A Cidade é essa coisa, um aglomerado que nunca se sabe ao certo se é benigno ou maligno (falta uma ciência para isto), mas nesse crescer vai passando por cima de tudo. Ou, como disseram Chico Science e a Nação Zumbi, “a cidade não pára / a cidade só cresce / o de cima sobe / e o de baixo desce.” Essas vozes ressoam em mim porque são as vozes do Recife, a primeira metrópole que conheci, a primeira que me preocupou. 
 
Existem mil instâncias de Poder envolvidas: prefeituras, câmaras municipais, corpos legislativos, planos diretores, secretarias, entidades patronais, sindicatos, imprensa, ministério público, representantes da sociedade civil... Esta mera enumeração já mostra que o processo é coletivo, um tanto randômico, impulsionado por mil variáveis, influências locais ou globais. Não há uma mente central (boa ou má) coordenando tudo. É um pouco como Formigas Carregando Folhas. 
 
Retratos Fantasmas vira sua câmera para mostrar um pequeno setor desse processo. Mostra como a vida pessoal e a vida social se contaminam através do Cinema e através do Crescimento Urbano. 

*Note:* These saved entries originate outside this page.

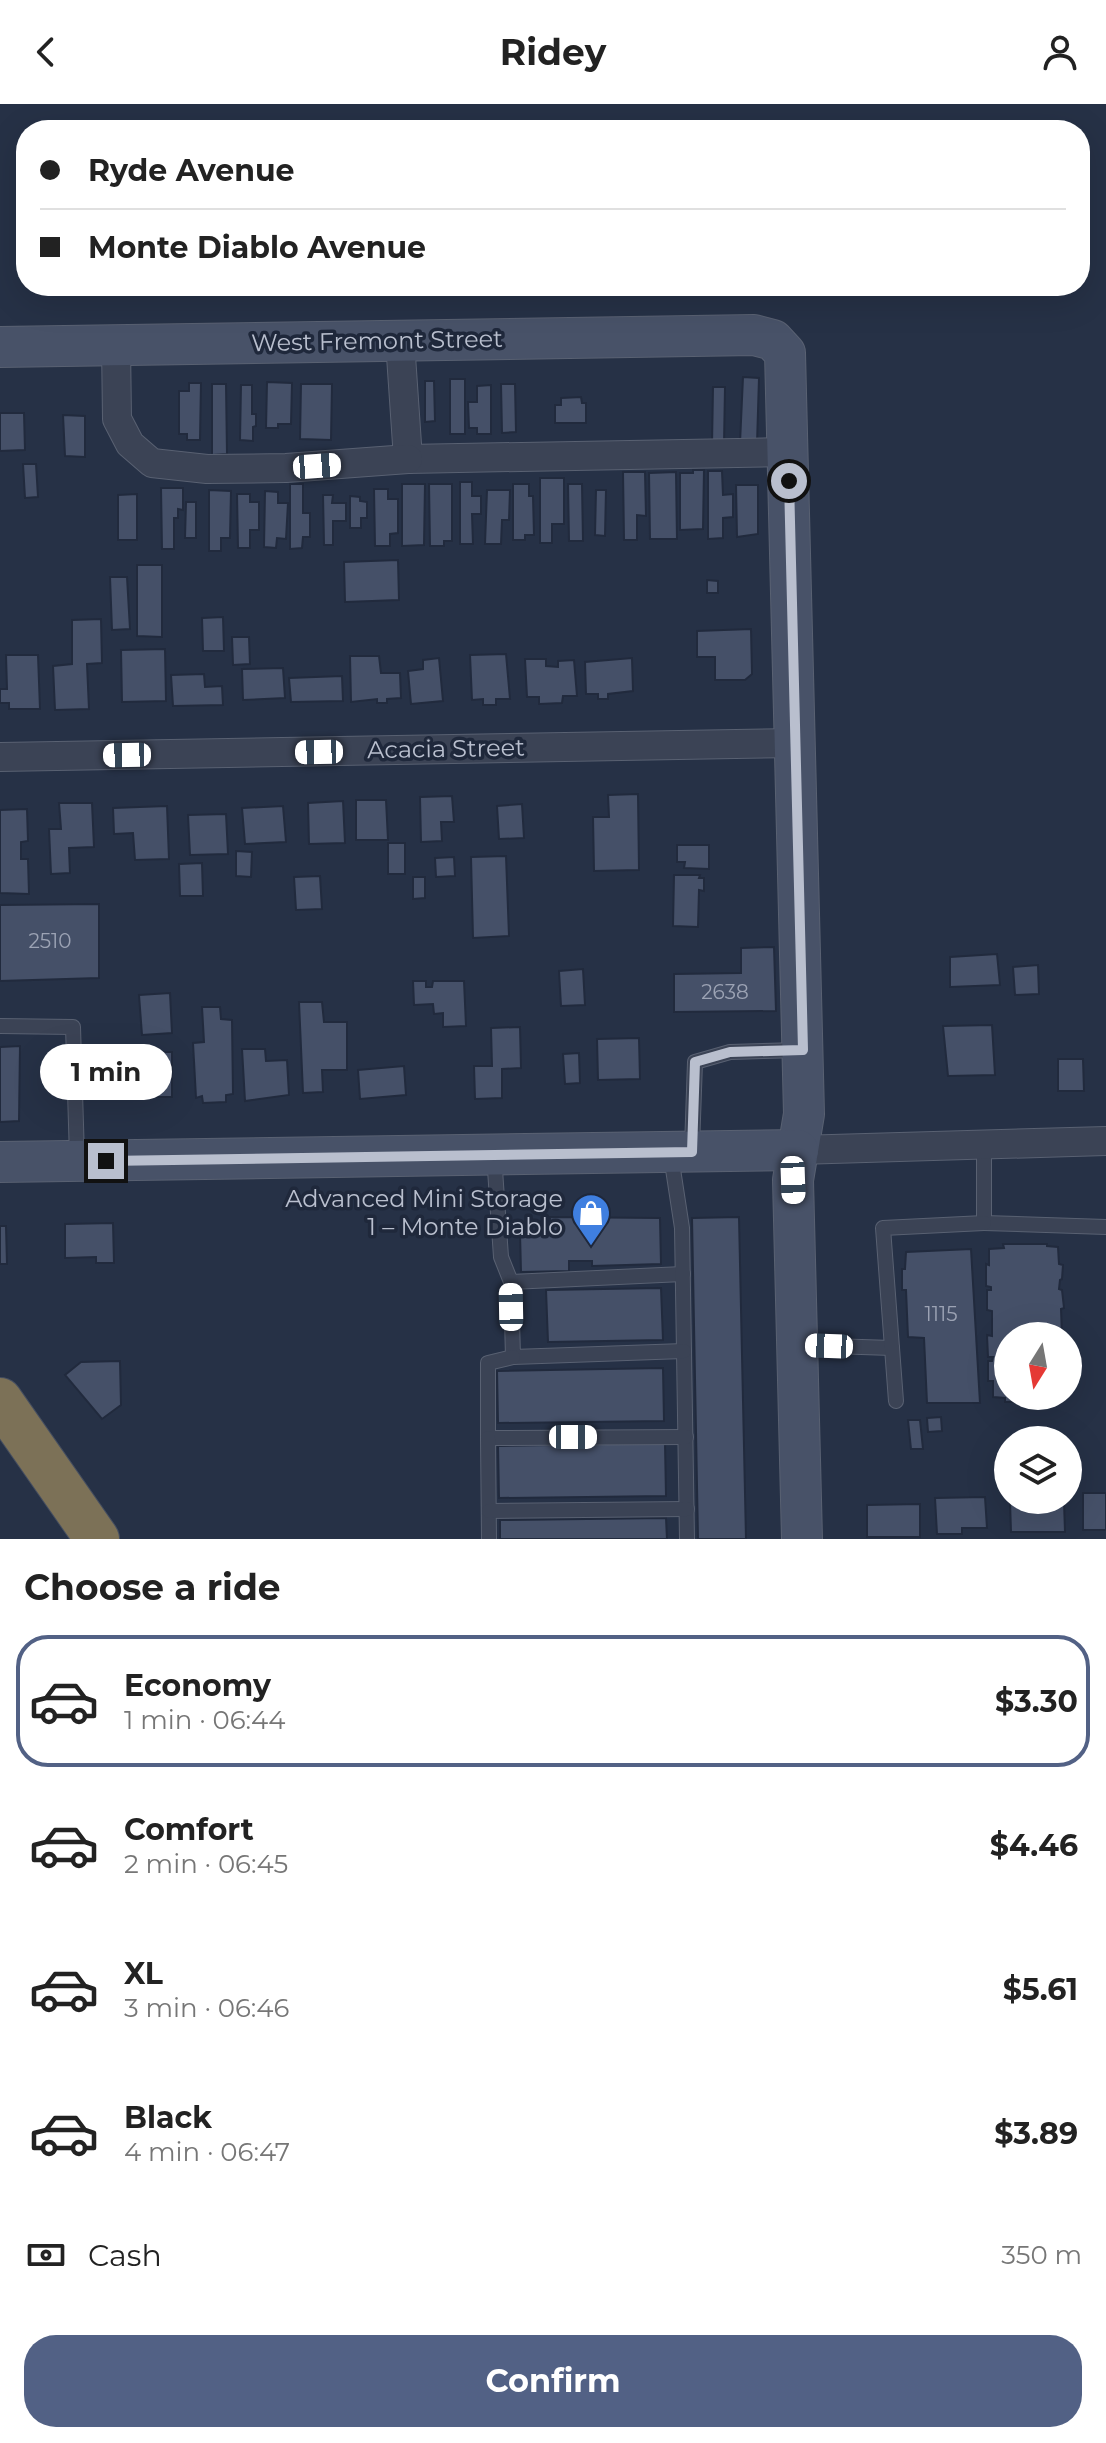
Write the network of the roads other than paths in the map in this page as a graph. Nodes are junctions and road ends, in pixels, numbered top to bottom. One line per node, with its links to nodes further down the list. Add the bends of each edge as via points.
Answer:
1 (400, 341): 2 (street, West Fremont Street); 4 (street, West Fremont Street, via 754,335 773,340 785,353); 5 (street)
2 (116, 345): 3 (street, West Fremont Street); 5 (street, via 117,419 130,444 152,463 286,468)
3 (0, 347)
4 (788, 452): 5 (street); 6 (street)
5 (408, 459)
6 (796, 743): 7 (street, Acacia Street); 9 (street)
7 (0, 757)
8 (0, 1026): 15 (lane, via 73,1027)
9 (803, 1050): 12 (street, via 804,1114); 13 (lane, via 730,1052 695,1062)
10 (1106, 1141): 11 (street)
11 (984, 1145): 12 (street); 17 (lane)
12 (798, 1150): 13 (street); 21 (street, via 793,1180)
13 (681, 1152): 14 (street); 19 (lane)
14 (494, 1155): 15 (street); 20 (lane, via 501,1257)
15 (77, 1161): 16 (street)
16 (0, 1162)
17 (984, 1223): 18 (lane); 22 (lane, via 883,1228)
18 (1106, 1227)
19 (683, 1274): 20 (lane); 23 (lane)
20 (511, 1282): 24 (lane)
21 (797, 1345): 22 (lane); 34 (street)
22 (892, 1348): 26 (lane)
23 (684, 1351): 24 (lane); 27 (lane)
24 (513, 1357): 28 (lane, via 488,1363)
25 (0, 1400): 31 (highway)
26 (896, 1401)
27 (686, 1437): 28 (lane); 29 (lane)
28 (488, 1438): 30 (lane)
29 (687, 1509): 30 (lane); 33 (lane)
30 (489, 1511): 32 (lane)
31 (97, 1539)
32 (489, 1539)
33 (687, 1539)
34 (802, 1539)

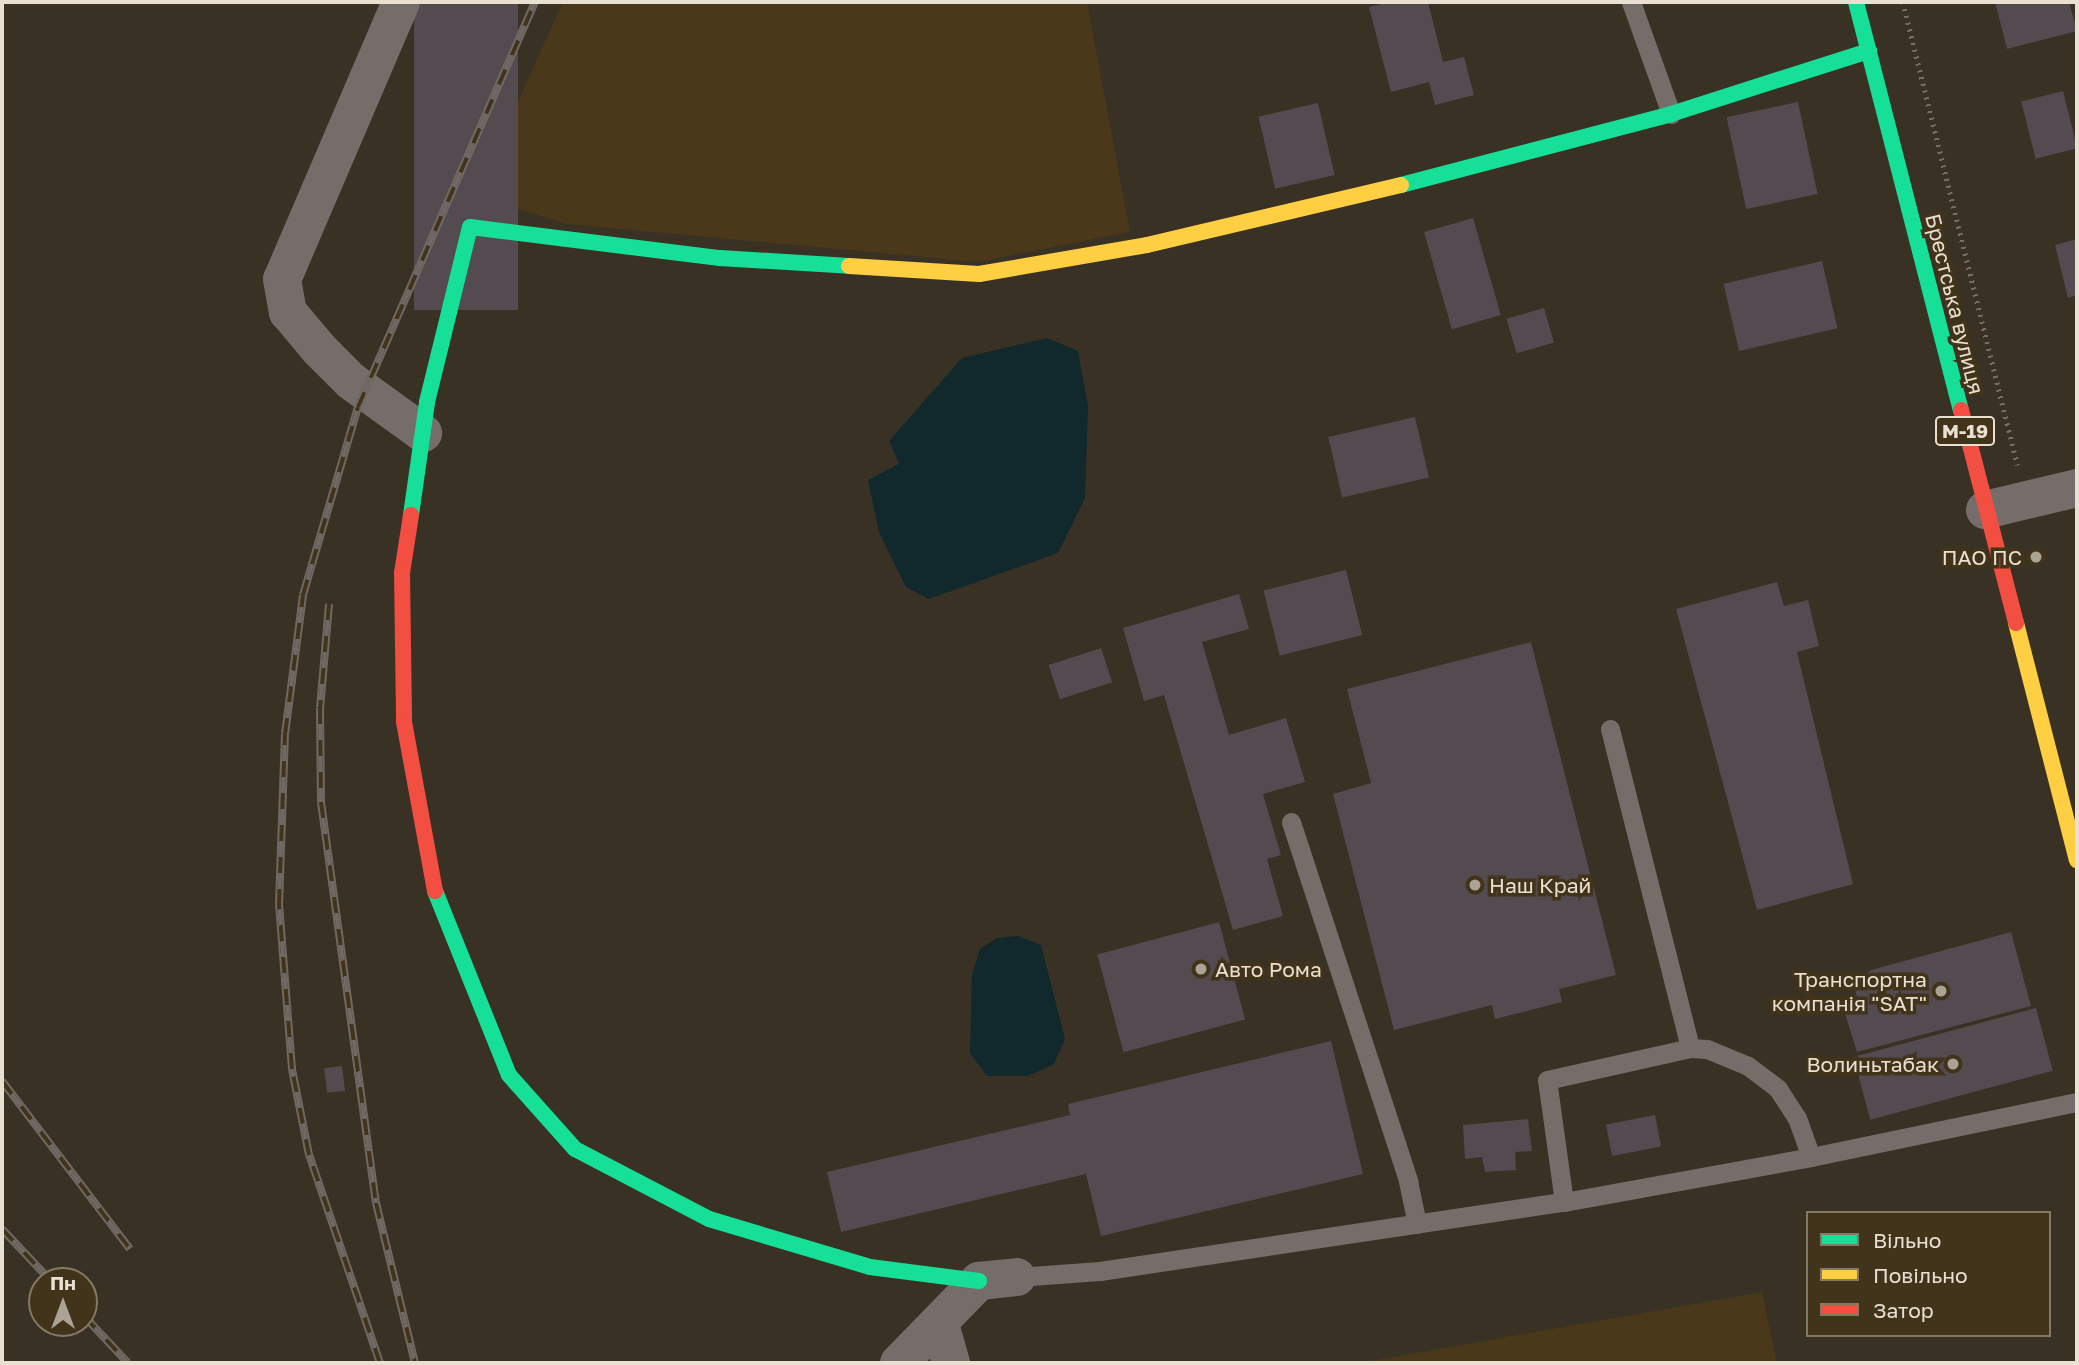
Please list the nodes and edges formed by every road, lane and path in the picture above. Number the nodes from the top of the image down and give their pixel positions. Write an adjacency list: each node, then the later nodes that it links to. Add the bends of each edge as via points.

É fascinante a Parte I do filme onde Kleber faz um resumo da sua história familiar e mostra o apartamento de sua família, onde inúmeras cenas de seus filmes foram concebidas ou rodadas. Vou ter que ver de novo os filmes originais para tentar separar uma coisa da outra. Sala, móveis, quadros nas paredes, janela, paisagem, sons ambientes. 
 
Em certo momento me lembrei de quando assisti La Peau Douce (1964) de François Truffaut, e soube que havia sido rodado no próprio apartamento onde ele morava na época. Me senti um voyeur, me senti um leitor de Caras torcendo o nariz diante de alguma reportagem sobre casal roqueiro: “Que cafona, esse sofá... Mas aquela gravura na parede é bonitinha.” É grande a facilidade com que a ficção nos seduz e o documentarismo nos desencanta. 
 
Por mais que a gente (=espectador) tente separar a vida do artista e a arte do artista, é o próprio artista o primeiro a fracassar neste projeto. A arte não é reflexo, cópia ou imitação da vida pessoal – é consequência, apenas. “Apenas”. 
 
Muita gente deixaria de incluir inúmeras imagens ou sequências que Kleber coloca neste filme, com um receio prévio de serem taxados de “narcisistas” ou equivalente. Acho admirável o modo como ele mostra a sala que serviu de cenário, de ambiente de reuniões, de risca-risca de roteiro e de corta-corta de montagem. É a vida. Um filme é feito da vida daquelas pessoas que o estão fazendo. O que passa na tela é apenas a ponta visível desse iceberg de conversas e discussões infindáveis, telefonemas, café, cigarros, noites em claro, bate-bocas, correrias, repetições extenuantes, azares, soluções caídas do céu, namoros que brotam, casamentos que definham. 
 
Quando Truffaut fez A Noite Americana (1973), filme que descreve a filmagem de outro filme, ele conseguiu ao mesmo tempo desmistificar o cinema, mostrando o feijão-com-arroz e o pão-com-manteiga de sua feitura, e torná-lo ainda mais fascinante – porque para quem gosta de cinema o ato de filmar se transforma numa obra de arte em si, tanto quanto o filme que resulta dele. 



 
Os velhos projecionistas mostrados junto aos cinemas onde trabalharam são figuras melancólicas porque de certo modo sobreviveram a si mesmos. O combustível que os impelia para a frente acabou, e seus últimos anos de existência serão uma banguela silenciosa até que possam repousar na terra do acostamento. 
 
Personagens fascinantes, que voltam recorrentemente em filmes como Kings of the Road (“Im Lauf Der Zeit”, 1976) de Wim Wenders, Cinema Paradiso (1988) de Giuseppe Tornatore, até O Homem da Cabine (2008) de Cristiano Burlan. Todos têm alguma coisa de abandonado, de largado no meio do caminho, como aqueles marinheiros cujo navio ficou ancorado num porto distante e eles ficaram morando ali, tomando conta, enquanto o navio enferruja pelos anos afora. 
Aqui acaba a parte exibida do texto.